Another key difference between SaaS, PaaS, and IaaS is the level of management users get with each service:
Simply put, SaaS service providers take control into their hands and fully manage the product for users. PaaS providers, on the other hand, manage everything except apps and data, which are in the user’s control.
IaaS vendors, meanwhile, let users manage most aspects of the IaaS service, such as the apps, data, runtime, middleware, and OS.
SaaS vs Paas vs IaaS: Which One Should You Choose?
As you might’ve noticed, SaaS, PaaS, and IaaS have different advantages and use cases. Which cloud computing model is the best for your business will largely depend on your goals.
SaaS is the best option for companies that are looking for an easy-to-use, out-of-the-box solution that doesn’t require any installations and maintenance on the user’s end.
If you’re looking for a platform specifically designed to build software, on the other hand, your best option is undoubtedly the PaaS model.
However, if you need a highly flexible and scalable solution that provides more control over the infrastructure, IaaS will be the ideal option.

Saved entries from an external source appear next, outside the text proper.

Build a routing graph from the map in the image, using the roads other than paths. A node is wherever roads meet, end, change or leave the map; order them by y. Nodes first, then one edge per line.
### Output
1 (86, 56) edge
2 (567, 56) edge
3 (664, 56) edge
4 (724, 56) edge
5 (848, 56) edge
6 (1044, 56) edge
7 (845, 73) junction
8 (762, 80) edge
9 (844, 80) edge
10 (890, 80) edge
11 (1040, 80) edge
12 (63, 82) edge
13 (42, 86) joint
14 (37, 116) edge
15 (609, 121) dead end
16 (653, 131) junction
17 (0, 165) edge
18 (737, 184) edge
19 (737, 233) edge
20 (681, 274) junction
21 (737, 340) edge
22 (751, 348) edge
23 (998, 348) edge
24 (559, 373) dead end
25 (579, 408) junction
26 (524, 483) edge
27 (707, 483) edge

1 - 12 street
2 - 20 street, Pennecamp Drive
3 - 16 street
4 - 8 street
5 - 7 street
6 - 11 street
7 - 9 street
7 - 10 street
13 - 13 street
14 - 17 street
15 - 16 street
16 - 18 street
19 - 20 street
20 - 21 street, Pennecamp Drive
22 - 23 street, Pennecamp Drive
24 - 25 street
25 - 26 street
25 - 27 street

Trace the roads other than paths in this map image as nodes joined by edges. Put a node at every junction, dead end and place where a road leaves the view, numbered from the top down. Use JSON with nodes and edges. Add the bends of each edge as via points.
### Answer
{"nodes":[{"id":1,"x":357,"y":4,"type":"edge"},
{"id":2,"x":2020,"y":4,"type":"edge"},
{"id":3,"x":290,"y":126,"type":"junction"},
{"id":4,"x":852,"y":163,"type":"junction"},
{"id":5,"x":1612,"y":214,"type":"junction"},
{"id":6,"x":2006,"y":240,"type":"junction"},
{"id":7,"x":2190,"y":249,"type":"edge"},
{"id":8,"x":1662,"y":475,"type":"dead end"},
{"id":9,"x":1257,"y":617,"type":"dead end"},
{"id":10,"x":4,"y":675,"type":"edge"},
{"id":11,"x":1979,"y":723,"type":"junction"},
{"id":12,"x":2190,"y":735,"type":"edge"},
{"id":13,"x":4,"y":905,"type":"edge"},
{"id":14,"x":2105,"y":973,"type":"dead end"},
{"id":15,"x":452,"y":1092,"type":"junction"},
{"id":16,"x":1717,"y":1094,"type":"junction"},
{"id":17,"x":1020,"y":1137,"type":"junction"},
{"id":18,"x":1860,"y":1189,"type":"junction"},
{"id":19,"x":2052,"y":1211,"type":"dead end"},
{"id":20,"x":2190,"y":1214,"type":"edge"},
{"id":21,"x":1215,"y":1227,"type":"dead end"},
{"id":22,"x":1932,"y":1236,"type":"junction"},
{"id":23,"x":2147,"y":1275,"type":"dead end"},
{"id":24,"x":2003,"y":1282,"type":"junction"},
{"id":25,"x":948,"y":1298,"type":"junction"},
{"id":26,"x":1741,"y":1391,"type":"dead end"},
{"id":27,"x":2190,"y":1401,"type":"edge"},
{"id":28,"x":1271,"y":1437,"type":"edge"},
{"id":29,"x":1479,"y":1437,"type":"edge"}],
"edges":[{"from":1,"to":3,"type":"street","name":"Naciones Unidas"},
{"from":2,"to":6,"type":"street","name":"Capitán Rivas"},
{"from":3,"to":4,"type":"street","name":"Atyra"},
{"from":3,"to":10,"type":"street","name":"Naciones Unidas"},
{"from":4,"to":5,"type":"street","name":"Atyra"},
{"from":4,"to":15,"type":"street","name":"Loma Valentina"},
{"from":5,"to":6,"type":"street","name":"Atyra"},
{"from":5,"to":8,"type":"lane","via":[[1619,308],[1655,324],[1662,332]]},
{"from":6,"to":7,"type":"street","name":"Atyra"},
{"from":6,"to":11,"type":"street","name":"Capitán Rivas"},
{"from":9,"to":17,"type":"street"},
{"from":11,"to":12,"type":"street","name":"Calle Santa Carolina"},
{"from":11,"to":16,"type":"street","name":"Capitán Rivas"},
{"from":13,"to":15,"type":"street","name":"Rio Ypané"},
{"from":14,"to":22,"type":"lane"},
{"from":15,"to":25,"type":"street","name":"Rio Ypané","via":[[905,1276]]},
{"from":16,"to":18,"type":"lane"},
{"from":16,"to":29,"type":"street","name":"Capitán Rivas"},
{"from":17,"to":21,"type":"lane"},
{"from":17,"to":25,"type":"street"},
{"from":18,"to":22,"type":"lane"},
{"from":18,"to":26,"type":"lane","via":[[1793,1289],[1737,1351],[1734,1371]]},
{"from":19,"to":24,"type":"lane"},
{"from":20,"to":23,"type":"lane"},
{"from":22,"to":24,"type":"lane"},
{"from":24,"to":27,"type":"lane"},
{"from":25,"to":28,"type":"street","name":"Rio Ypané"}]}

You might also want to consider your budget. While all cloud-based services are much more affordable than on-premise, you should keep in mind that IaaS is the most expensive solution. SaaS, on the other hand, is the most affordable option out of the three.
That said, you can use SaaS, PaaS, and IaaS all at the same time for different purposes, too. As such, there’s no reason you should limit your options by choosing just one out of the three.
And that’s about all you need to know about IaaS, PaaS, and SaaS. Hopefully, now you have all the information you need to choose the best cloud computing model for your business.
SaaS, PaaS, and IaaS are all types of cloud-based services that provide different advantages and use cases. The best option for your business will be the one that fits your needs and budget, but you can also use two or all three cloud computing models.
Most importantly, when choosing between IaaS, PaaS, and SaaS, you want to keep in mind the main difference between them: the level of control.
SaaS is fully managed by the service provider and thus provides users with minimal control, whereas IaaS gives users the most control over their service.